--- START ---
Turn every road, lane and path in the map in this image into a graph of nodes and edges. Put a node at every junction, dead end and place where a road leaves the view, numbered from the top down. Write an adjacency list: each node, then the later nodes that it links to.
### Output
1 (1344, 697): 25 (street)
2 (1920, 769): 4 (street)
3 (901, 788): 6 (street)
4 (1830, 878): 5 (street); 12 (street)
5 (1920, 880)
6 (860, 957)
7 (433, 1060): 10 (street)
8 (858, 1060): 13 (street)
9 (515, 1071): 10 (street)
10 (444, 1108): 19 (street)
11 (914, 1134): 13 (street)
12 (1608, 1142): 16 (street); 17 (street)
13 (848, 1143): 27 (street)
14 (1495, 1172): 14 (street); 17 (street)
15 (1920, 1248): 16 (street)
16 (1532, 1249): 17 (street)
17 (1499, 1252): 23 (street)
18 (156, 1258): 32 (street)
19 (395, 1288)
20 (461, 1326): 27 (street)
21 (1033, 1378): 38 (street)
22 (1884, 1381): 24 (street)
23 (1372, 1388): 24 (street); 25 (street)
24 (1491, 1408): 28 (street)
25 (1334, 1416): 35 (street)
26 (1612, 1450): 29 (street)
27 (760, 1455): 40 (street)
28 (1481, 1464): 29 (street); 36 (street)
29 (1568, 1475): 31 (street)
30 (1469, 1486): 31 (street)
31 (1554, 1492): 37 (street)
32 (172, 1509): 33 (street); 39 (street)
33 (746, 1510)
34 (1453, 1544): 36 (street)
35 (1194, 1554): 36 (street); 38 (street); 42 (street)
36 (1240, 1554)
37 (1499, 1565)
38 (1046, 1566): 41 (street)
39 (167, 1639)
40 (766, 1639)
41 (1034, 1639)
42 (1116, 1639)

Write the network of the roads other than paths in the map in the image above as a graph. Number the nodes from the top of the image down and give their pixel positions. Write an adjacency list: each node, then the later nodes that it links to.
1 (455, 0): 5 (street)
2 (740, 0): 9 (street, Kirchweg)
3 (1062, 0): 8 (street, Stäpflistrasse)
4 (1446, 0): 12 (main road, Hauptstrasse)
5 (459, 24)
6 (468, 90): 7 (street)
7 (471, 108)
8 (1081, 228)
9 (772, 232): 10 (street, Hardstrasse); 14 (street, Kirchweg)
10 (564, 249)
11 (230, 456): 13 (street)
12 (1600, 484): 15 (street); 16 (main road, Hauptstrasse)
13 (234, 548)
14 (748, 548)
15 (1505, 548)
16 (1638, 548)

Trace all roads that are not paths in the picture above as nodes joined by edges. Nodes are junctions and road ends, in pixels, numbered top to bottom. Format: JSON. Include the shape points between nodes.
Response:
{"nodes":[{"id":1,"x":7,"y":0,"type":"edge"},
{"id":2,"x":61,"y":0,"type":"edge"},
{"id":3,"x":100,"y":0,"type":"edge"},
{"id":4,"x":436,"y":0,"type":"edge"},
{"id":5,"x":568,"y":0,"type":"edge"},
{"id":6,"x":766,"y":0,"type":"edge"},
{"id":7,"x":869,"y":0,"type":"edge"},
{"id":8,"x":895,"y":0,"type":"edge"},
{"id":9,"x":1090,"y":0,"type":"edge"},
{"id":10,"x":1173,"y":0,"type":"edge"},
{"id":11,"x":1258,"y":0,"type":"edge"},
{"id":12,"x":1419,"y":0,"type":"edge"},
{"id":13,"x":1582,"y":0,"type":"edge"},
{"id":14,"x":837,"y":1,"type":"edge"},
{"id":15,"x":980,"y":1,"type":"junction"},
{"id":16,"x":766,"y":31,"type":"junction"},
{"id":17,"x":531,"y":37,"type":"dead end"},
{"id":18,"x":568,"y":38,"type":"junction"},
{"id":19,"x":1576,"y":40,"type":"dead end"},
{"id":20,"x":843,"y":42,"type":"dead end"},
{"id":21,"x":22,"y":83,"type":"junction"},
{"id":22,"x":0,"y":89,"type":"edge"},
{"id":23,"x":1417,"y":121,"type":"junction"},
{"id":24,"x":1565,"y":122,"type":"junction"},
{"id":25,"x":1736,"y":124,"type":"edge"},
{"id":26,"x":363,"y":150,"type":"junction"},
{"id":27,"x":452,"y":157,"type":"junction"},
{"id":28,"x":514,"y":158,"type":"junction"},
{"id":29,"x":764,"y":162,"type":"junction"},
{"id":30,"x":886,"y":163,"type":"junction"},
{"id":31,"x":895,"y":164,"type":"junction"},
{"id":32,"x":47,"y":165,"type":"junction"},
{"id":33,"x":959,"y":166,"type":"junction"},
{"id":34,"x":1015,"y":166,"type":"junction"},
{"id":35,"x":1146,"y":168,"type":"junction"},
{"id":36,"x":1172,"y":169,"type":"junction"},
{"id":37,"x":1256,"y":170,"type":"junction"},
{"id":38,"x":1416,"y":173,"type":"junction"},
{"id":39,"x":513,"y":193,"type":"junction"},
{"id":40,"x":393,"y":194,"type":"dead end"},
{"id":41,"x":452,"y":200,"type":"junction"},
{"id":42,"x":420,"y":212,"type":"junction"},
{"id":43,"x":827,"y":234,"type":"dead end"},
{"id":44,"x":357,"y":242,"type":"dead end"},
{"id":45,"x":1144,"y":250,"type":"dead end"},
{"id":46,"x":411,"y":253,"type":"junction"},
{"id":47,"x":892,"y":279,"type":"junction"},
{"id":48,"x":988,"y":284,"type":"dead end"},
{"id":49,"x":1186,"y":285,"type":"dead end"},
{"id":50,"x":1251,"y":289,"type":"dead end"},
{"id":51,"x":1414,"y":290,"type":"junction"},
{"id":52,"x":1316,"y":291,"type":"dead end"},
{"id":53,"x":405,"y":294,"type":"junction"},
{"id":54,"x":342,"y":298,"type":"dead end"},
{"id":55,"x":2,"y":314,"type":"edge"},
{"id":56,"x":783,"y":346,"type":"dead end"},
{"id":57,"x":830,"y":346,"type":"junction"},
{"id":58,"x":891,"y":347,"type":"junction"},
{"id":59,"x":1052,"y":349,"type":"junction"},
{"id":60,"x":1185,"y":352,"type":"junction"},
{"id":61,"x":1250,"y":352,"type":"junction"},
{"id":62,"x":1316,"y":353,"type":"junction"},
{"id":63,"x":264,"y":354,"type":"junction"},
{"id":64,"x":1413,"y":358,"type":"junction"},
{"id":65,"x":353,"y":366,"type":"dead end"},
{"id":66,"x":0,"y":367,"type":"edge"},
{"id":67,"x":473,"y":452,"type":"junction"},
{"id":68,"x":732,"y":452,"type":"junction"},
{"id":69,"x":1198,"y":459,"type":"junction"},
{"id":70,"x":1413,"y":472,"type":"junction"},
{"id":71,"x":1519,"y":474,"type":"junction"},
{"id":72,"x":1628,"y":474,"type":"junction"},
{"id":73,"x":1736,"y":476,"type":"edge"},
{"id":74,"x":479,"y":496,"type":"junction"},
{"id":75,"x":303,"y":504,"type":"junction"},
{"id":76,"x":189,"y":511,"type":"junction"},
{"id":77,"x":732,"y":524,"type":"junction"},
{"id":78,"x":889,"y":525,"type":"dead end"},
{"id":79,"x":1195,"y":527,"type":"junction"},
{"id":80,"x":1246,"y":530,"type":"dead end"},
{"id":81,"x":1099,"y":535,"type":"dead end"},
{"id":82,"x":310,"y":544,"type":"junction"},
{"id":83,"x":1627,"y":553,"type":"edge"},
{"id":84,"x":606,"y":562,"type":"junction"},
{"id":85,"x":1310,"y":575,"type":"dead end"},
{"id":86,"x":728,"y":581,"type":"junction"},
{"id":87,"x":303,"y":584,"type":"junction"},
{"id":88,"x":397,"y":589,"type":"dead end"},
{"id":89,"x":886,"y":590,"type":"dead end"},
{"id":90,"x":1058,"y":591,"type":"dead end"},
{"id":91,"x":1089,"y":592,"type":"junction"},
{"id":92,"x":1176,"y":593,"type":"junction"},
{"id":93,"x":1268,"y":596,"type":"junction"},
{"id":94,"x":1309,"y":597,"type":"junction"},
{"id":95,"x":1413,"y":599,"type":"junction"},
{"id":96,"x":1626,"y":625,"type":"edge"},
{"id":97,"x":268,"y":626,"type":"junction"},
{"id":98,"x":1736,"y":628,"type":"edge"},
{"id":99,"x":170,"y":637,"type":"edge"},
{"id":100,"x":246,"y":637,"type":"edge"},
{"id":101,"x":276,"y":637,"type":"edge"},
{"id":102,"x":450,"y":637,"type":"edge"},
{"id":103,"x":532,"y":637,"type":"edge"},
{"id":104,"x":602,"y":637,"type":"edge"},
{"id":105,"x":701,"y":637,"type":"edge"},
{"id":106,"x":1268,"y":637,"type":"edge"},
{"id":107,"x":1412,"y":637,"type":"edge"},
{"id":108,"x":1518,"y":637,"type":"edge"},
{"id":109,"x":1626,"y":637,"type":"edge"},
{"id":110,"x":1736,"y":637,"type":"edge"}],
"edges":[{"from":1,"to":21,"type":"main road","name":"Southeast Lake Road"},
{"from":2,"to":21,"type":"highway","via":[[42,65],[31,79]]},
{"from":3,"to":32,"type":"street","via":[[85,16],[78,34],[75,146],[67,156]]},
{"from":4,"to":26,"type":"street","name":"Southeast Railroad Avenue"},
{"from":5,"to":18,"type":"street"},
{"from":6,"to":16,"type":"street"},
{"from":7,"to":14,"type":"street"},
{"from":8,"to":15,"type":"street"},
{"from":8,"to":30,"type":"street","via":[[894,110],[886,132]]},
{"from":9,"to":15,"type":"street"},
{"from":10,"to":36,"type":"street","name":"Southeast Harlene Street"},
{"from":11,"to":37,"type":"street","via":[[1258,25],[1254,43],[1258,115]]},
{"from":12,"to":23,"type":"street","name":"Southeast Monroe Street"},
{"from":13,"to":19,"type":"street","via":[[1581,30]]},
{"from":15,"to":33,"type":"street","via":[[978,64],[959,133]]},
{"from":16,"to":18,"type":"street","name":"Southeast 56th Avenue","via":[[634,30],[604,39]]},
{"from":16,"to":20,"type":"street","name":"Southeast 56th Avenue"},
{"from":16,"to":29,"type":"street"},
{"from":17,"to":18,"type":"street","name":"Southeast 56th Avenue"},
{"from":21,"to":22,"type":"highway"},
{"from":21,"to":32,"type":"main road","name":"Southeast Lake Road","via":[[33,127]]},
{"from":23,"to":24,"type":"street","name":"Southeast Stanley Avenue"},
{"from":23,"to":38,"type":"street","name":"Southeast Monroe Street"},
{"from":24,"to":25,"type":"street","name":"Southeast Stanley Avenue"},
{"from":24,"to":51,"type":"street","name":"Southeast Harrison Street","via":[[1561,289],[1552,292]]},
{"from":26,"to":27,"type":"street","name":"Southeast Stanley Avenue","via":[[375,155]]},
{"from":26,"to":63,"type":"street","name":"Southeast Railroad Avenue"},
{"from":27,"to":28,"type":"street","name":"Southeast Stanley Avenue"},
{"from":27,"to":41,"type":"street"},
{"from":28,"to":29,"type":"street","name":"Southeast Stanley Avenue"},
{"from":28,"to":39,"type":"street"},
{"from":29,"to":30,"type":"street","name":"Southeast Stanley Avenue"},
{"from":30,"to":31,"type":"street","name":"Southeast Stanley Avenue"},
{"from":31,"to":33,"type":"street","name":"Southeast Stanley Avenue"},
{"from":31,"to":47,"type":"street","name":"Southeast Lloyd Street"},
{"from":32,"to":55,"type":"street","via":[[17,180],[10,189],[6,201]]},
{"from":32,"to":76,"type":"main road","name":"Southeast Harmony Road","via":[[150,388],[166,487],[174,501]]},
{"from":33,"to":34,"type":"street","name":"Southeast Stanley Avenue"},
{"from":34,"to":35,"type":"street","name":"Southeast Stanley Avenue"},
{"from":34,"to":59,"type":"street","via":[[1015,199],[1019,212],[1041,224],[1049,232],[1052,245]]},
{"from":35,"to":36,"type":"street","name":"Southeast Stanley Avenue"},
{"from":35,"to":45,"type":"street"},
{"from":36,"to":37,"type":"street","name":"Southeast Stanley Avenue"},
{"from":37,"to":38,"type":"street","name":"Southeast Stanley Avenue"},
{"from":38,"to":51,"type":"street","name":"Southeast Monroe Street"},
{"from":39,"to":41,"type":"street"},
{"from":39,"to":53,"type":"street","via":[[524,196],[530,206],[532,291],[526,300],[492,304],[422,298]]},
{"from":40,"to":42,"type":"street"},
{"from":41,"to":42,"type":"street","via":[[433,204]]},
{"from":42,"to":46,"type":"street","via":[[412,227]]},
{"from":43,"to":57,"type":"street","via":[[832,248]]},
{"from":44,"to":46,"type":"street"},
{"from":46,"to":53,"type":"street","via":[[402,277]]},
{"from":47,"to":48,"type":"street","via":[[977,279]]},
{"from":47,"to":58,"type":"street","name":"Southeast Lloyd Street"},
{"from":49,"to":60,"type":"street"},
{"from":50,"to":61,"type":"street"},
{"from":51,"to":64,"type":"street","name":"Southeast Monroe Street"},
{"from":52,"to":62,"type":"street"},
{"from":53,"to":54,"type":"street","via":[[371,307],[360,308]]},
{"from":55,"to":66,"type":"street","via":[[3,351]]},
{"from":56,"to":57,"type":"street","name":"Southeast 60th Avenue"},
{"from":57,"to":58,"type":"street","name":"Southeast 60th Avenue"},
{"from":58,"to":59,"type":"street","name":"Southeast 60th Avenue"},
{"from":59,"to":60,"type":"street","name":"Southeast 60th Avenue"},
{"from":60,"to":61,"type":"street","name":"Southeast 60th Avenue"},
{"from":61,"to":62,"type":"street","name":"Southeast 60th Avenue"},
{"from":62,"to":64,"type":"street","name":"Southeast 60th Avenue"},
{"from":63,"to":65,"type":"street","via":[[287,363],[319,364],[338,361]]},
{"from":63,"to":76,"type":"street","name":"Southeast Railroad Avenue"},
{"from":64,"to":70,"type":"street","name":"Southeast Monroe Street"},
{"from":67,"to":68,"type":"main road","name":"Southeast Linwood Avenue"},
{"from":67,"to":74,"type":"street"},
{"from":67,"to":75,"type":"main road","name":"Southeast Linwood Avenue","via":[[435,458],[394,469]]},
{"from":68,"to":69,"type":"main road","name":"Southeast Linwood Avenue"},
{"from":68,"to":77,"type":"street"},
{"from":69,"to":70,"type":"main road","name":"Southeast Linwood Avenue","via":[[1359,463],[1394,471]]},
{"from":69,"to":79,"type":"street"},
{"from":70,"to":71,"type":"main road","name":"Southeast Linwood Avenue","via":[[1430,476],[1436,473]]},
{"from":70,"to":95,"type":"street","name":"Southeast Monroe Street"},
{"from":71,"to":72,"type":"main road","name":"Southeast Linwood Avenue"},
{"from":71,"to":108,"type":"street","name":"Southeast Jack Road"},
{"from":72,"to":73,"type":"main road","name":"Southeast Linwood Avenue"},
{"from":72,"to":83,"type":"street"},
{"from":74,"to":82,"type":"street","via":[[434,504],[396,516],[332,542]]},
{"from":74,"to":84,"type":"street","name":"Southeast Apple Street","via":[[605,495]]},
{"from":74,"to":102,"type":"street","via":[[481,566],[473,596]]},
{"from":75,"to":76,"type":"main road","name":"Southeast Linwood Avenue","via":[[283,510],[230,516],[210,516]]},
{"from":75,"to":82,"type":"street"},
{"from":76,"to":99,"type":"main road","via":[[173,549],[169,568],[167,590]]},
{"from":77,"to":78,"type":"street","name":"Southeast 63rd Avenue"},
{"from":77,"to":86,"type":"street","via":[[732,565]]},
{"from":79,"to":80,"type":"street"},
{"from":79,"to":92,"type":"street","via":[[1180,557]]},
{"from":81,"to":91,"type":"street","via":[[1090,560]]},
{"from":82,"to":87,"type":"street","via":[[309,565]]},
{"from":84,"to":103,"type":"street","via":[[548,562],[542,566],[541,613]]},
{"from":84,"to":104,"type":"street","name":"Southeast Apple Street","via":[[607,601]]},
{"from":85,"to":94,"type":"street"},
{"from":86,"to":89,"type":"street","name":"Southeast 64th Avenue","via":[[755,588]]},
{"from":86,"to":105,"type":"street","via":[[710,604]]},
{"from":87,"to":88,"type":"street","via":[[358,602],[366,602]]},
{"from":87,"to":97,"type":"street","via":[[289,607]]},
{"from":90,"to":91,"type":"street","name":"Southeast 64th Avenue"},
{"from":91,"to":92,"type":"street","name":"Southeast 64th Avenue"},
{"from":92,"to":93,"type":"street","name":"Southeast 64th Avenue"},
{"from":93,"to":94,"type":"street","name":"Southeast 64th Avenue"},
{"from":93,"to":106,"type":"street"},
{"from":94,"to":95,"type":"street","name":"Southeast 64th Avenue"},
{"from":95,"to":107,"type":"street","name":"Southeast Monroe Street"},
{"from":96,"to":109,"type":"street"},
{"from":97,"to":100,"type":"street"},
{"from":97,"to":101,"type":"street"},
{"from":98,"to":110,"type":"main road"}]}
--- END ---
▶ [About this exercise]: Lines with "graph" in them are what the answer must contain; copy each from the records above.

▶ [Written response]:
Turn every road, lane and path in the map in this image into a graph of nodes and edges. Put a node at every junction, dead end and place where a road leaves the view, numbered from the top down. Write an adjacency list: each node, then the later nodes that it links to.
Write the network of the roads other than paths in the map in the image above as a graph. Number the nodes from the top of the image down and give their pixel positions. Write an adjacency list: each node, then the later nodes that it links to.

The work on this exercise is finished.